# [Numpy-discussion] [Newbie] Fast plotting

Francesc Alted faltet@pytables....
Tue Jan 6 05:56:44 CST 2009

```A Tuesday 06 January 2009, Franck Pommereau escrigué:
> Hi all, and happy new year!
>
> I'm new to NumPy and searching a way to compute from a set of points
> (x,y) the mean value of y values associated to each distinct x value.
> Each point corresponds to a measure in a benchmark (x = parameter,  y
> = computation time) and I'd like to plot the graph of mean
> computation time wrt parameter values. (I know how to plot, but not
> how to compute mean values.)
>
> My points are stored as two arrays X, Y (same size).
> In pure Python, I'd do as follows:
>
> s = {} # sum of y values for each distinct x (as keys)
> n = {} # number of summed values (same keys)
> for x, y in zip(X, Y) :
>     s[x] = s.get(x, 0.0) + y
>     n[x] = n.get(x, 0) + 1
> new_x = array(list(sorted(s)))
> new_y = array([s[x]/n[x] for x in sorted(s)])
>
> Unfortunately, this code is much too slow because my arrays have
> millions of elements. But I'm pretty sure that NumPy offers a way to
> handle this more elegantly and much faster.
>
> As a bonus, I'd be happy if the solution would allow me to compute
> also standard deviation, min, max, etc.
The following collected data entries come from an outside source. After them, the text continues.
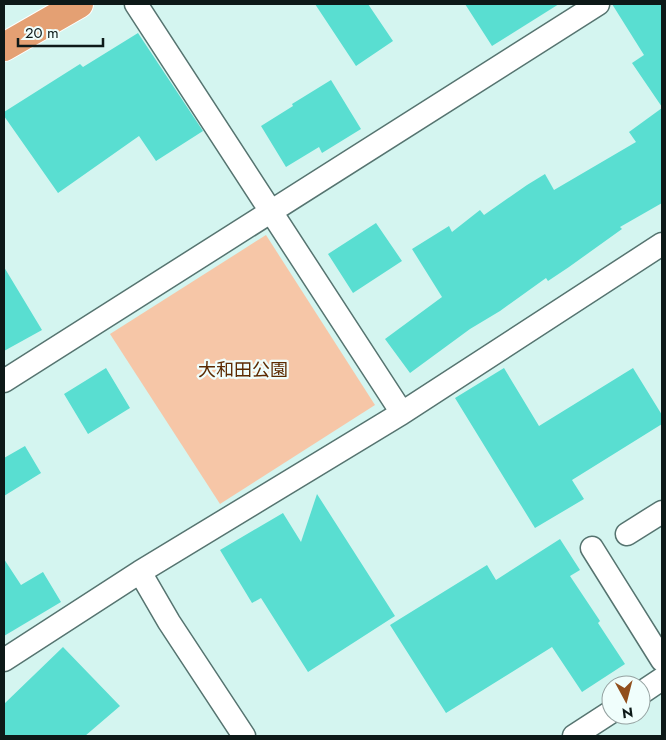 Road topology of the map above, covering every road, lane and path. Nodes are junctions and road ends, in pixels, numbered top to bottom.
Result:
1 (78, 4) edge
2 (136, 4) edge
3 (598, 4) edge
4 (4, 47) edge
5 (271, 213) junction
6 (662, 244) edge
7 (4, 381) edge
8 (402, 413) junction
9 (659, 521) edge
10 (627, 534) dead end
11 (592, 548) dead end
12 (140, 572) junction
13 (4, 660) edge
14 (662, 660) edge
15 (662, 679) edge
16 (651, 686) edge
17 (601, 718) edge
18 (244, 736) edge
19 (574, 736) edge

1 - 4 highway
2 - 5 street
3 - 5 street
5 - 7 street
5 - 8 street
6 - 8 street
8 - 12 street
9 - 10 street
11 - 14 street
12 - 13 street
12 - 18 street
15 - 16 street
17 - 19 street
The next would do the trick:

In [92]: x = np.random.randint(100,size=100)

In [93]: y = np.random.rand(100)

In [94]: u = np.unique(x)

In [95]: means = [ y[x == i].mean() for i in u ]

In [96]: stds = [ y[x == i].std() for i in u ]

In [97]: maxs = [ y[x == i].max() for i in u ]

In [98]: mins = [ y[x == i].min() for i in u ]

and your wanted data will be in means, stds, maxs and mins lists.  This
approach has the drawback that you have to process the array each time
that you want to extract the desired info.  If what you want is to
always retrieve the same set of statistics, you can do this in one
single loop:

In [99]: means, std, maxs, mins = [], [], [], []

In [100]: for i in u:
g = y[x == i]
means.append(g.mean())
stds.append(g.std())
maxs.append(g.max())
mins.append(g.min())
.....:

which has the same effect than above, but is much faster.

Hope that helps,

--
Francesc Alted
```